Jean's pov

After Dinner, I went straight back to my cabin only to see Marco fast asleep

I said to myself "so much for saying goodnight to me"

I flopped onto my bed and opened my draws on where I kept Marco's letters, and I grabbed on and read it, to my surprise it was dated a couple of days after Trost

Dear Jean,

I am not so sure if you are alive, or not
But today I came to a realisation... I am indeed a coward. After Trost I ran away faking my death all so I could protect myself and the thought of what I am putting my friends through, never occurred till now, I am sorry for being a terrible friend but, if you were to find out what happened to me, you might understand but, I doubt it. I am still processing after what I heard the conversation between those two, I am still in denial about it, I am talking about two individuals

one of them said "if things go bad I'll have to get my titan involved"

The other said "if it does go to plan, Eren would seal the hole I worked so hard on"

I asked them about it but they brushed it off as a joke, I told them that they shouldn't be joking like that at a time like this and took off, while I was going to find another squad that's when I put the two together, those two were responsible for the fall of Wall Maria

Next thing I knew I was being dragged into a Titan's mouth asking them to have a chance to talk about it

But I just heard the Armour titan say "Why is Marco being eaten"

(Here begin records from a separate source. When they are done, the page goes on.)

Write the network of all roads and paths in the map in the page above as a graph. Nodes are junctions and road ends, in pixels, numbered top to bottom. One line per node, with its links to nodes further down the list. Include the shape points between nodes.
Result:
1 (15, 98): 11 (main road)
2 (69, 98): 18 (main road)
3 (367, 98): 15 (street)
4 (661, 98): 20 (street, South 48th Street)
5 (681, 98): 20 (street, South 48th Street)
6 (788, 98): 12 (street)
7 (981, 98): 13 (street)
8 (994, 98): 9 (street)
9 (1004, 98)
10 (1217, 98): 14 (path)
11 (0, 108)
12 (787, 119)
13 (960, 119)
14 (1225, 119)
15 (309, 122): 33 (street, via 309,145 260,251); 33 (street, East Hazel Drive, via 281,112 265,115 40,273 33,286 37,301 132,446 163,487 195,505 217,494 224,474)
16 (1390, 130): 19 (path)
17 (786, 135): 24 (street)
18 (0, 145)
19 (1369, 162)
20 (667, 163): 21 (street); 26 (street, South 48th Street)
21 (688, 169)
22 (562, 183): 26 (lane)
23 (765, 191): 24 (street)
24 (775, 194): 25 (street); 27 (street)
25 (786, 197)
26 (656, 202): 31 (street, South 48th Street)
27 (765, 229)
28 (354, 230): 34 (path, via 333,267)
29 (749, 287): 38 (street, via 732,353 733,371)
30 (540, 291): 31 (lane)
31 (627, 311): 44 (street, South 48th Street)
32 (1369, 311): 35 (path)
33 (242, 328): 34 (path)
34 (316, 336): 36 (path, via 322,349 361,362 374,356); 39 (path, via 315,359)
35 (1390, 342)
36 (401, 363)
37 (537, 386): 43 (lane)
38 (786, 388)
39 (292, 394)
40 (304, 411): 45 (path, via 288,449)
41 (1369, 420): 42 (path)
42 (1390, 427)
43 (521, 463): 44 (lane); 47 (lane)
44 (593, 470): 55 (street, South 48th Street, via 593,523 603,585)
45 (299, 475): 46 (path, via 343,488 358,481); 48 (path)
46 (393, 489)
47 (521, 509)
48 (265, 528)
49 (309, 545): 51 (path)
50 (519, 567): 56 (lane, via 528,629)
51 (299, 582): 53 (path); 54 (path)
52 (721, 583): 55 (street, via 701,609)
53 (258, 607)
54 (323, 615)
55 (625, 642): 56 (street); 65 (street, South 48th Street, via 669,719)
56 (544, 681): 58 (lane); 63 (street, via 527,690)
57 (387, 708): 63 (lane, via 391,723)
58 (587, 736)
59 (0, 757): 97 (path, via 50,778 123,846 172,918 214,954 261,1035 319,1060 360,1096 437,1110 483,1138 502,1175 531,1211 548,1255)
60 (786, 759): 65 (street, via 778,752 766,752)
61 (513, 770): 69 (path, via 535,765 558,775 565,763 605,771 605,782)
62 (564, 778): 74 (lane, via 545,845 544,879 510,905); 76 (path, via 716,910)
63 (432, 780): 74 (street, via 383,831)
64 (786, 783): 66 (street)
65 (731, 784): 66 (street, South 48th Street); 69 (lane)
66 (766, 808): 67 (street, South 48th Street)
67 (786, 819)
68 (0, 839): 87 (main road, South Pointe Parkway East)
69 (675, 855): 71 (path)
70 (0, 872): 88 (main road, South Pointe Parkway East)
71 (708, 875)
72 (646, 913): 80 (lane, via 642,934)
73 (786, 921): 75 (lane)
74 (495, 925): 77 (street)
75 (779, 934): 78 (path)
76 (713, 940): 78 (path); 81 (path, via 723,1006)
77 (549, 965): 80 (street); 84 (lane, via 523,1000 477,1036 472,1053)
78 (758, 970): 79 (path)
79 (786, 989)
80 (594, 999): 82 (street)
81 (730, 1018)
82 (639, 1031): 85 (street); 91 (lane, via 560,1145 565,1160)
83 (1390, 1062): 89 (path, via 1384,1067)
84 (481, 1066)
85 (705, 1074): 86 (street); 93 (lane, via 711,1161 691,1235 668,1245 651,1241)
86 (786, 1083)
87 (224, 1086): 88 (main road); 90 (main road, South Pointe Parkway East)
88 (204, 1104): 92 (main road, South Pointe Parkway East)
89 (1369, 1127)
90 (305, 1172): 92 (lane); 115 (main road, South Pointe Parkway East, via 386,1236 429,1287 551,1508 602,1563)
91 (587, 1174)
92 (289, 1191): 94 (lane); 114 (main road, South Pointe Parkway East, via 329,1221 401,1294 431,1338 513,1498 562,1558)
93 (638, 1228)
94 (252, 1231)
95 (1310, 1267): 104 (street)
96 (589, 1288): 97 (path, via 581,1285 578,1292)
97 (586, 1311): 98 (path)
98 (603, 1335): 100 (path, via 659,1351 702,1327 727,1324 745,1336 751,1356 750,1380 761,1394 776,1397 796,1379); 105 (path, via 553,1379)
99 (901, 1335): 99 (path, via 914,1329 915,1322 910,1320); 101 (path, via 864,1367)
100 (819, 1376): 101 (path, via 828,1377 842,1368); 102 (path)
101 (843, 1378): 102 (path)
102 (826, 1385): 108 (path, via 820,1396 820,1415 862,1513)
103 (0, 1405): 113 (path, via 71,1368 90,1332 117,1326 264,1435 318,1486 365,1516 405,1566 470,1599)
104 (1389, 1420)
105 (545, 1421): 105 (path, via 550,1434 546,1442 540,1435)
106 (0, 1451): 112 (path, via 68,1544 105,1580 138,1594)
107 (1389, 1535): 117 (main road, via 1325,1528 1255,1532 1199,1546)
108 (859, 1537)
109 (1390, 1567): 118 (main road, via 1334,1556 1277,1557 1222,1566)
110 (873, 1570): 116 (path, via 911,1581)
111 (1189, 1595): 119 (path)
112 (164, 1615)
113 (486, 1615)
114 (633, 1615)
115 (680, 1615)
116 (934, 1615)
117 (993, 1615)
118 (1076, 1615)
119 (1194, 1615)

Unfortunately, that's all I remember, but I should end this letter by telling you that I miss you a lot,

Kind regards,
Marco

Not gonna lie, I got a bit emotional while reading, me tearing up to me being angry at those two individuals, I looked over to him he was still there sleeping peacefully, it's only been a month after Trost, the emotions he must've been going through thinking I had passed away. I just wanted to go to him and hug him, but maybe it's for the best... He needs his sleep Afterall

And so I went back to sleep, 30 minutes later I woke up again with curiosity taking over I grabbed another one which was written 2 weeks after Trost and this one is... It touched my heart

Dear Jean

I honestly hope to god U don't see this, but ever since Trost I have been thinking about you a lot and, I know I have said this in my previous letter but recently it has been disturbing my routine, I can't get anything done, it's like a musical itch, doing my head in but at least it's you and not an asshole named Reiner.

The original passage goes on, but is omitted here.